§ Your task
A faithful copy of each record is required, minus the images.

§ Exercise materials
⁂

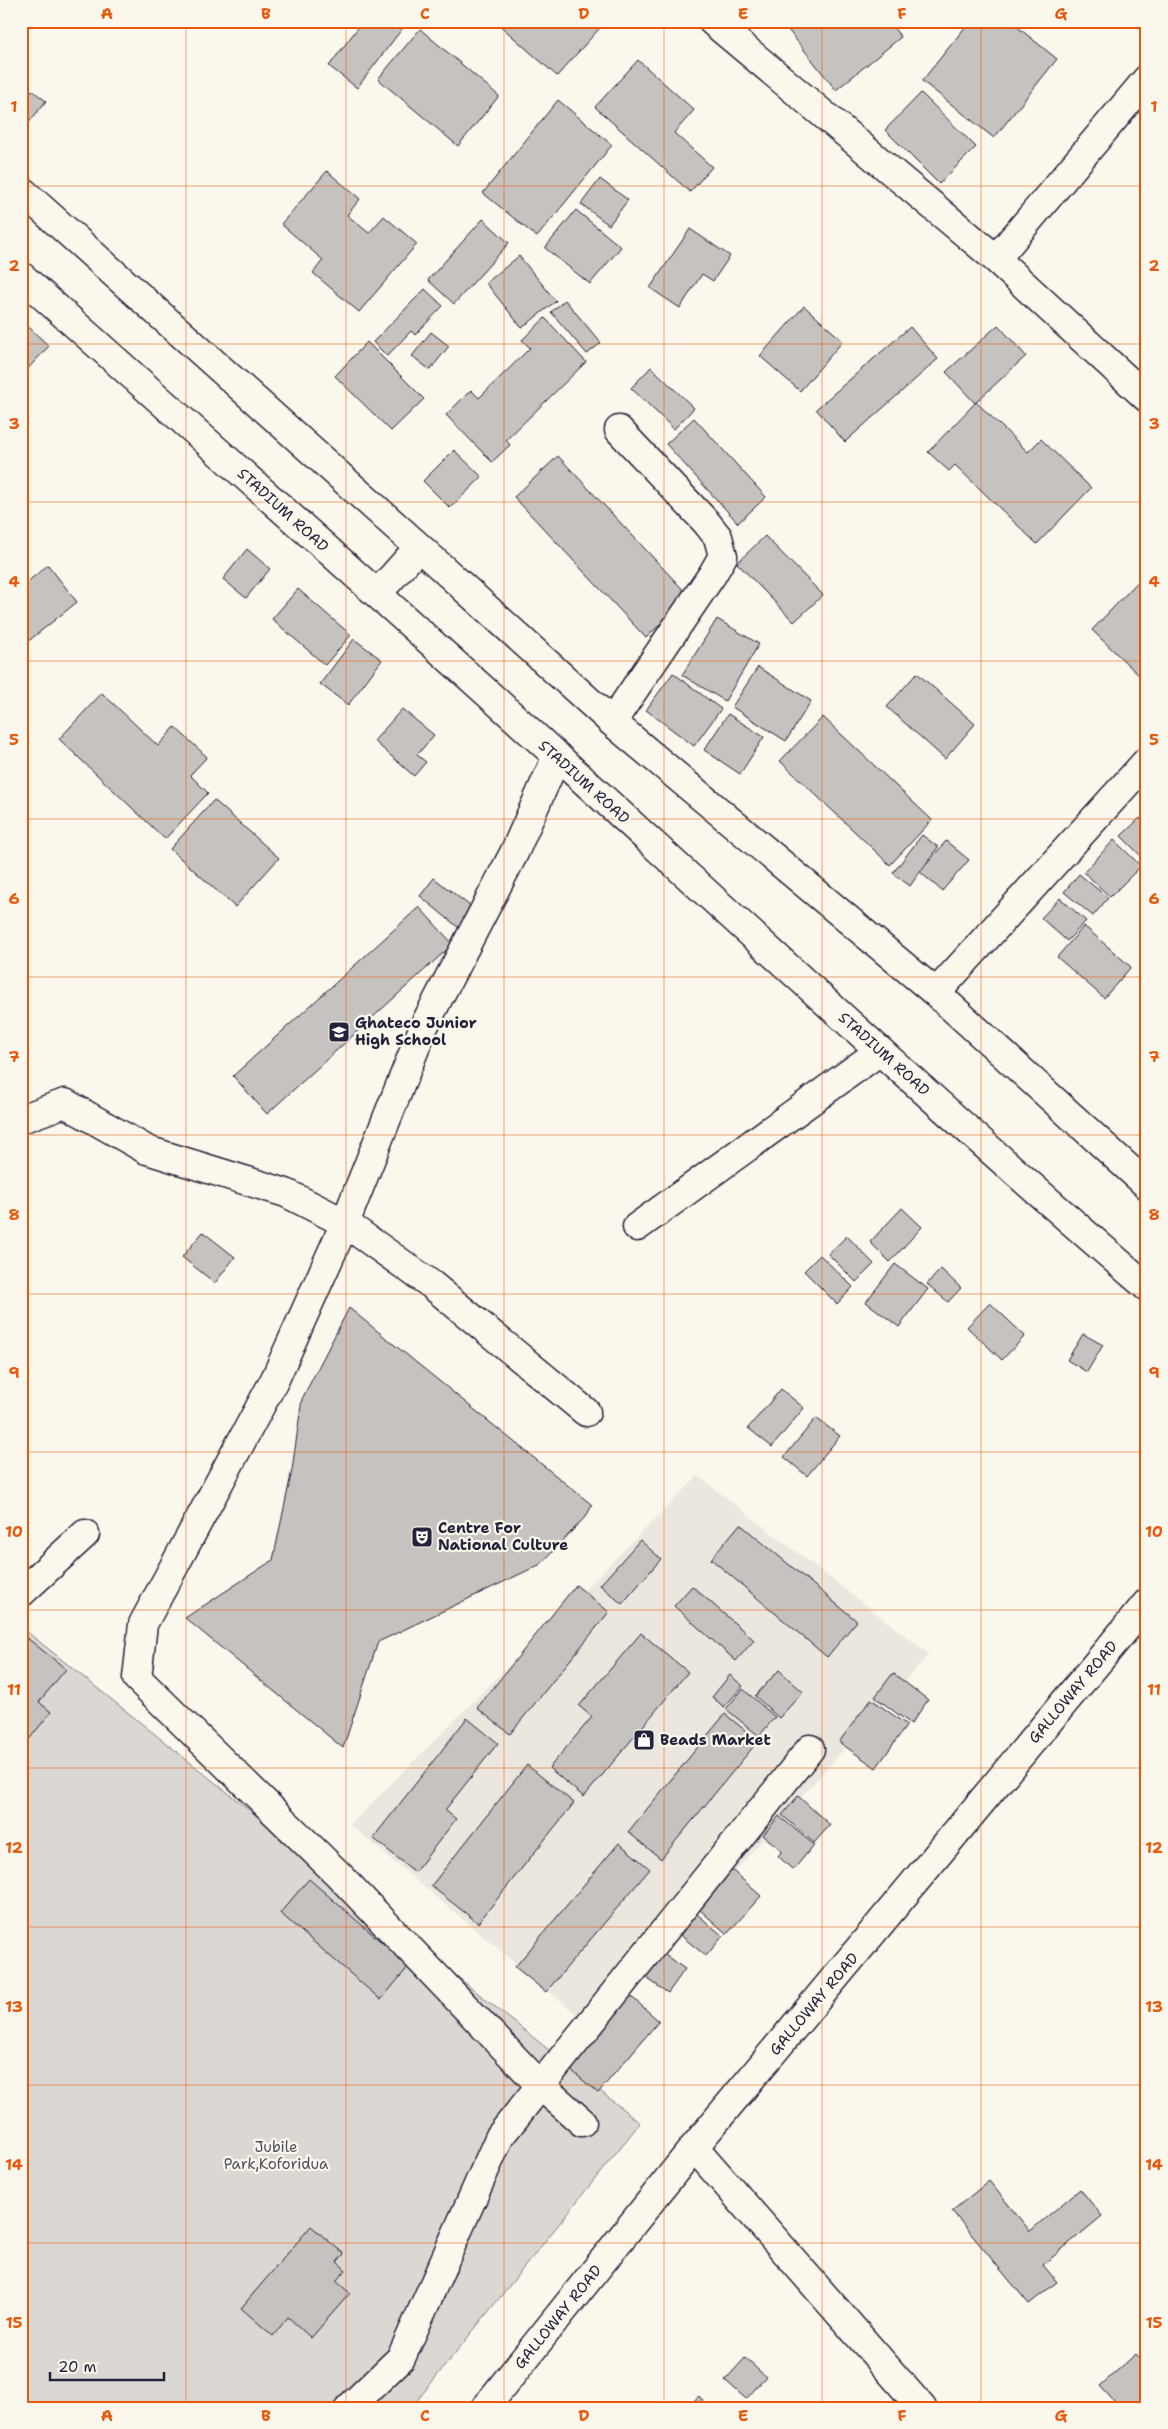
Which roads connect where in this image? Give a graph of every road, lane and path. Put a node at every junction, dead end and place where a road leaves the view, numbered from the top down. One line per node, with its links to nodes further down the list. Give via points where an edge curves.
1 (712, 21): 4 (street)
2 (1147, 79): 4 (street)
3 (21, 190): 8 (street)
4 (996, 259): 6 (street)
5 (21, 276): 9 (street, STADIUM ROAD)
6 (1147, 398)
7 (620, 430): 10 (street, via 718,537 722,556)
8 (420, 547): 9 (street); 10 (street)
9 (377, 594): 11 (street, STADIUM ROAD)
10 (612, 722): 13 (street)
11 (556, 756): 14 (street, STADIUM ROAD); 17 (street, via 514,853 424,1026)
12 (1147, 761): 13 (street)
13 (936, 992): 16 (street)
14 (880, 1052): 18 (street); 19 (street, STADIUM ROAD)
15 (21, 1119): 17 (street, via 65,1104 147,1150 286,1193)
16 (1147, 1186)
17 (345, 1223): 20 (street, via 432,1285); 25 (street, via 276,1379 143,1624 137,1678 338,1874)
18 (637, 1227)
19 (1147, 1287)
20 (586, 1412)
21 (85, 1534): 22 (street)
22 (21, 1593)
23 (1147, 1602): 27 (street, GALLOWAY ROAD)
24 (810, 1749): 25 (street)
25 (540, 2085): 26 (street); 28 (street, via 500,2136 401,2358)
26 (582, 2122)
27 (694, 2148): 29 (street, GALLOWAY ROAD); 30 (street)
28 (350, 2408)
29 (485, 2408)
30 (922, 2408)

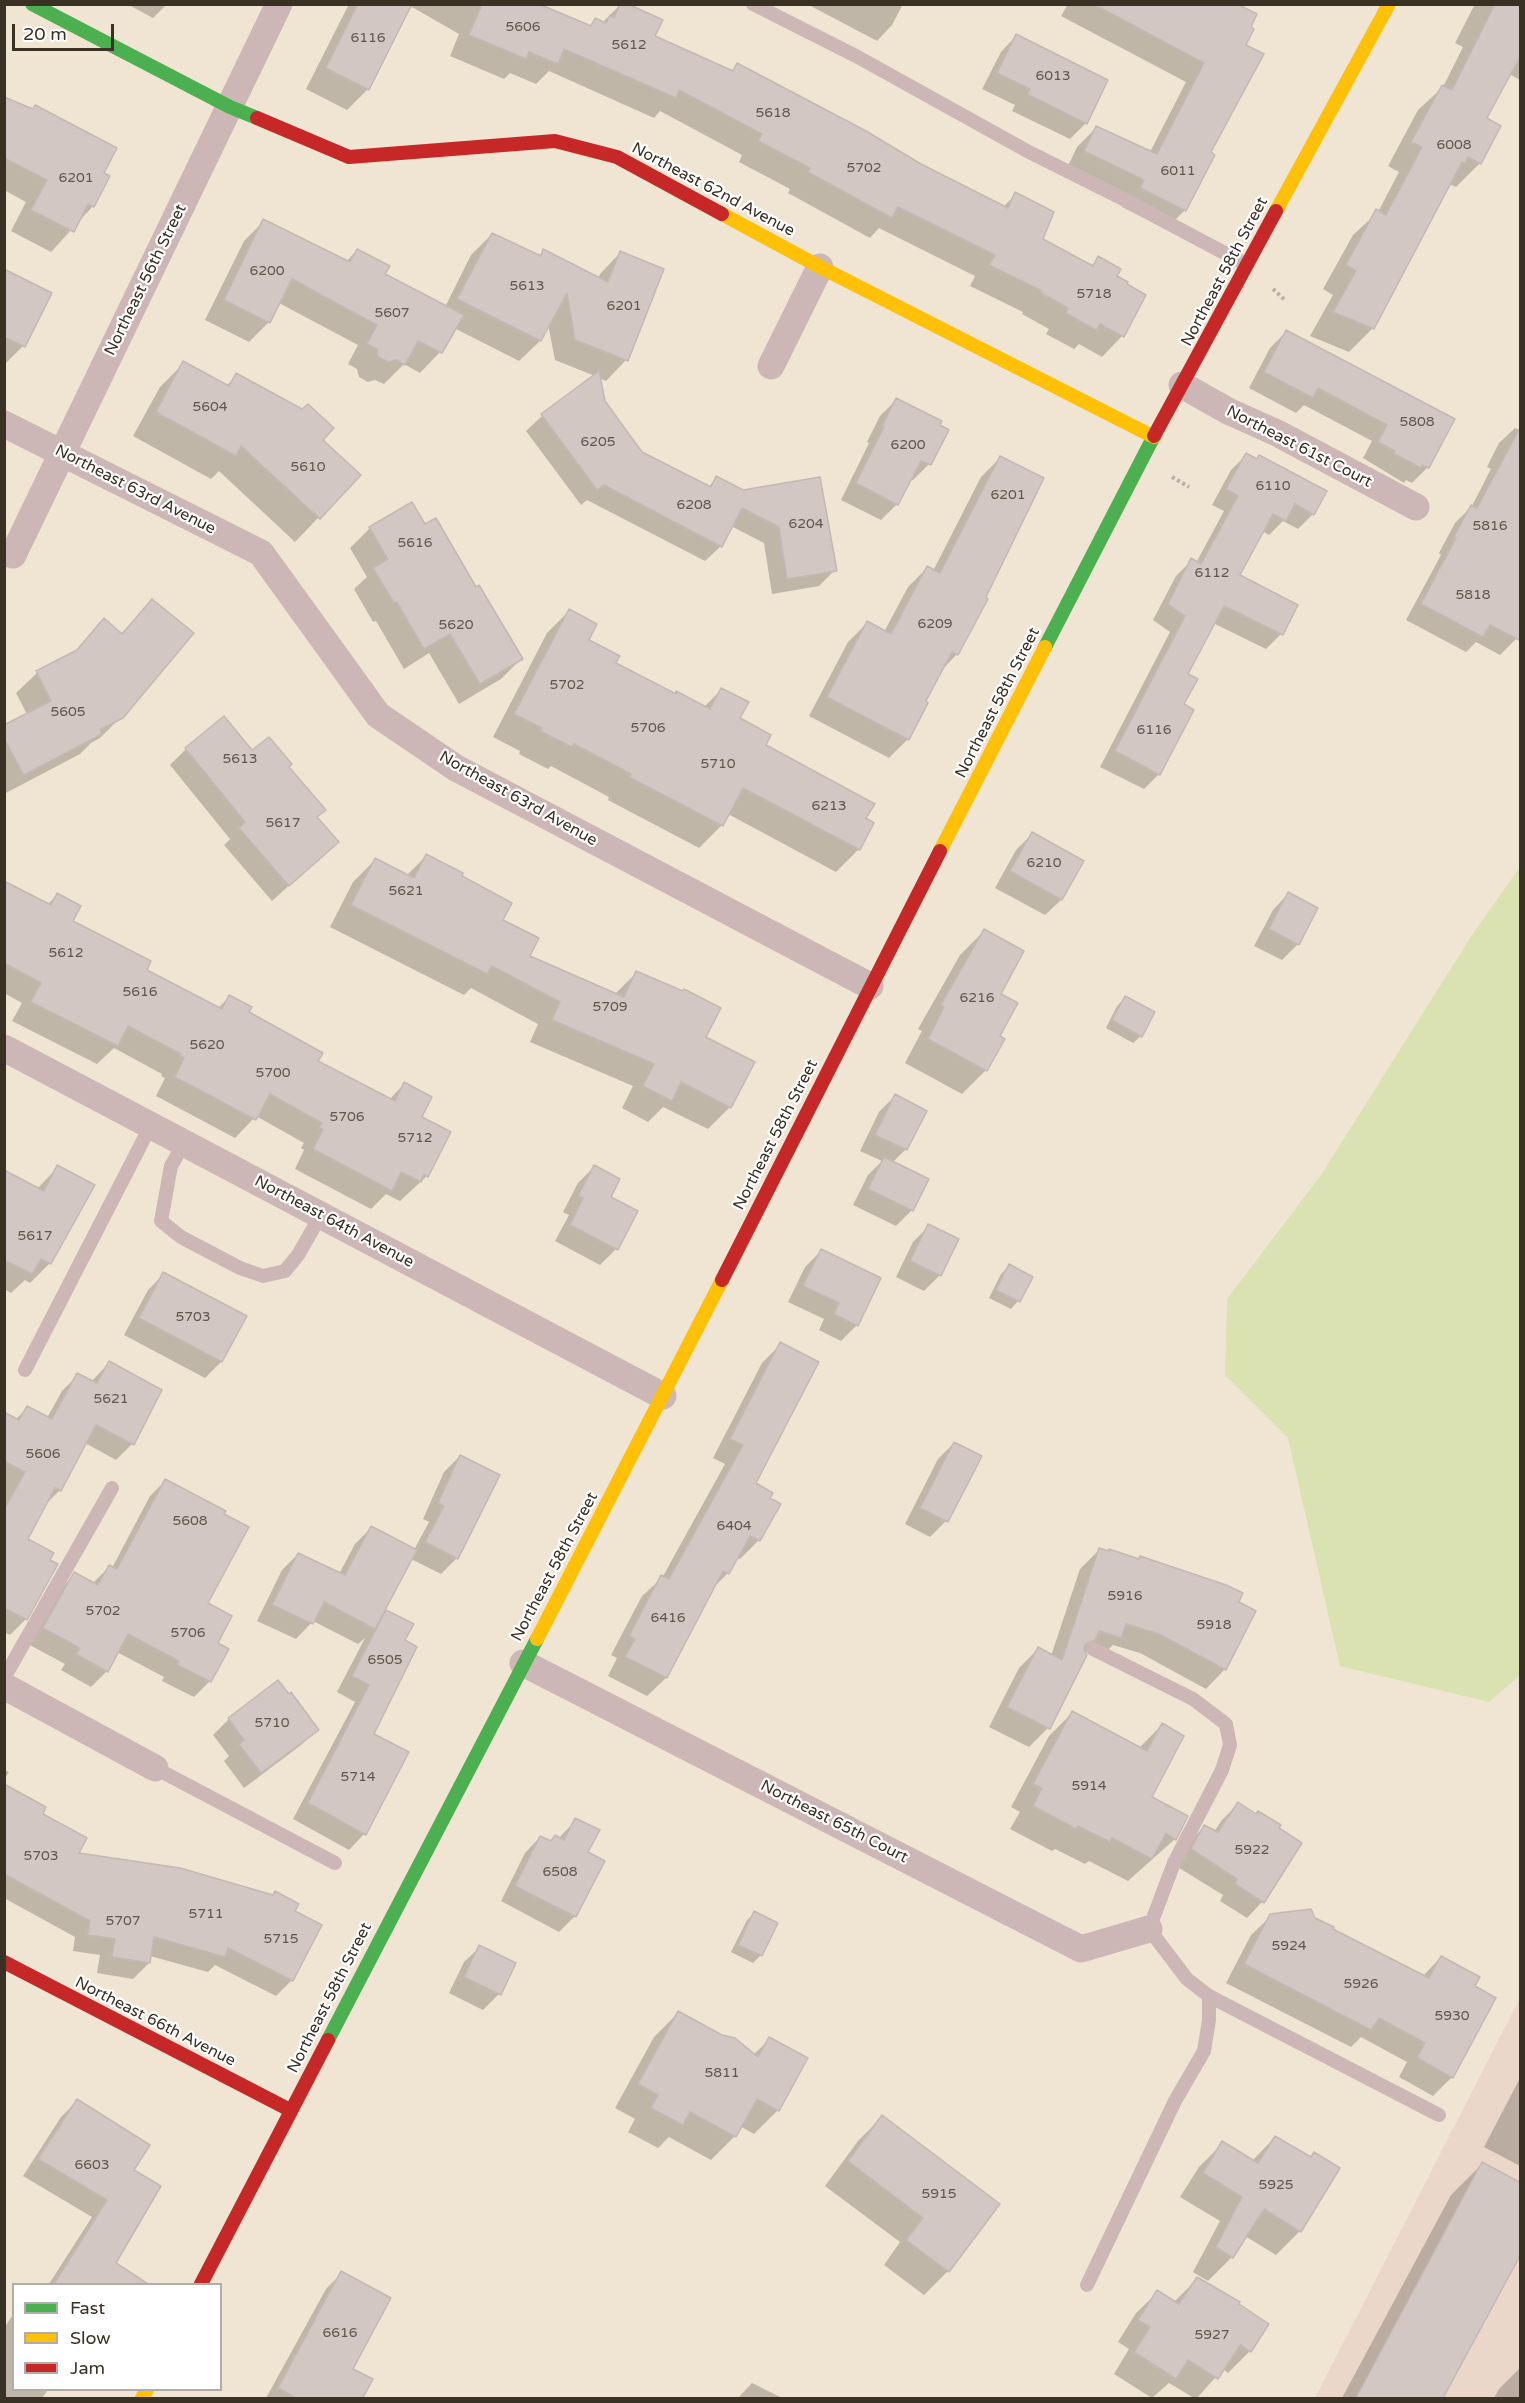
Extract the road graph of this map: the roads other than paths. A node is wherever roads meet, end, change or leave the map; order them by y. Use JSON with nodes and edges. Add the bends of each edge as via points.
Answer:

⁂

§ Exercise response
Which roads connect where in this image? Give a graph of every road, lane and path. Put a node at every junction, dead end and place where a road leaves the view, numbered from the top down. One line per node, with its links to nodes further down the list. Give via points where an edge curves.
1 (712, 21): 4 (street)
2 (1147, 79): 4 (street)
3 (21, 190): 8 (street)
4 (996, 259): 6 (street)
5 (21, 276): 9 (street, STADIUM ROAD)
6 (1147, 398)
7 (620, 430): 10 (street, via 718,537 722,556)
8 (420, 547): 9 (street); 10 (street)
9 (377, 594): 11 (street, STADIUM ROAD)
10 (612, 722): 13 (street)
11 (556, 756): 14 (street, STADIUM ROAD); 17 (street, via 514,853 424,1026)
12 (1147, 761): 13 (street)
13 (936, 992): 16 (street)
14 (880, 1052): 18 (street); 19 (street, STADIUM ROAD)
15 (21, 1119): 17 (street, via 65,1104 147,1150 286,1193)
16 (1147, 1186)
17 (345, 1223): 20 (street, via 432,1285); 25 (street, via 276,1379 143,1624 137,1678 338,1874)
18 (637, 1227)
19 (1147, 1287)
20 (586, 1412)
21 (85, 1534): 22 (street)
22 (21, 1593)
23 (1147, 1602): 27 (street, GALLOWAY ROAD)
24 (810, 1749): 25 (street)
25 (540, 2085): 26 (street); 28 (street, via 500,2136 401,2358)
26 (582, 2122)
27 (694, 2148): 29 (street, GALLOWAY ROAD); 30 (street)
28 (350, 2408)
29 (485, 2408)
30 (922, 2408)

Extract the road graph of this map: the roads other than paths. A node is wherever roads meet, end, change or leave the map; order them by y. Use JSON with nodes and edges. Add the bends of each edge as via points.
Answer:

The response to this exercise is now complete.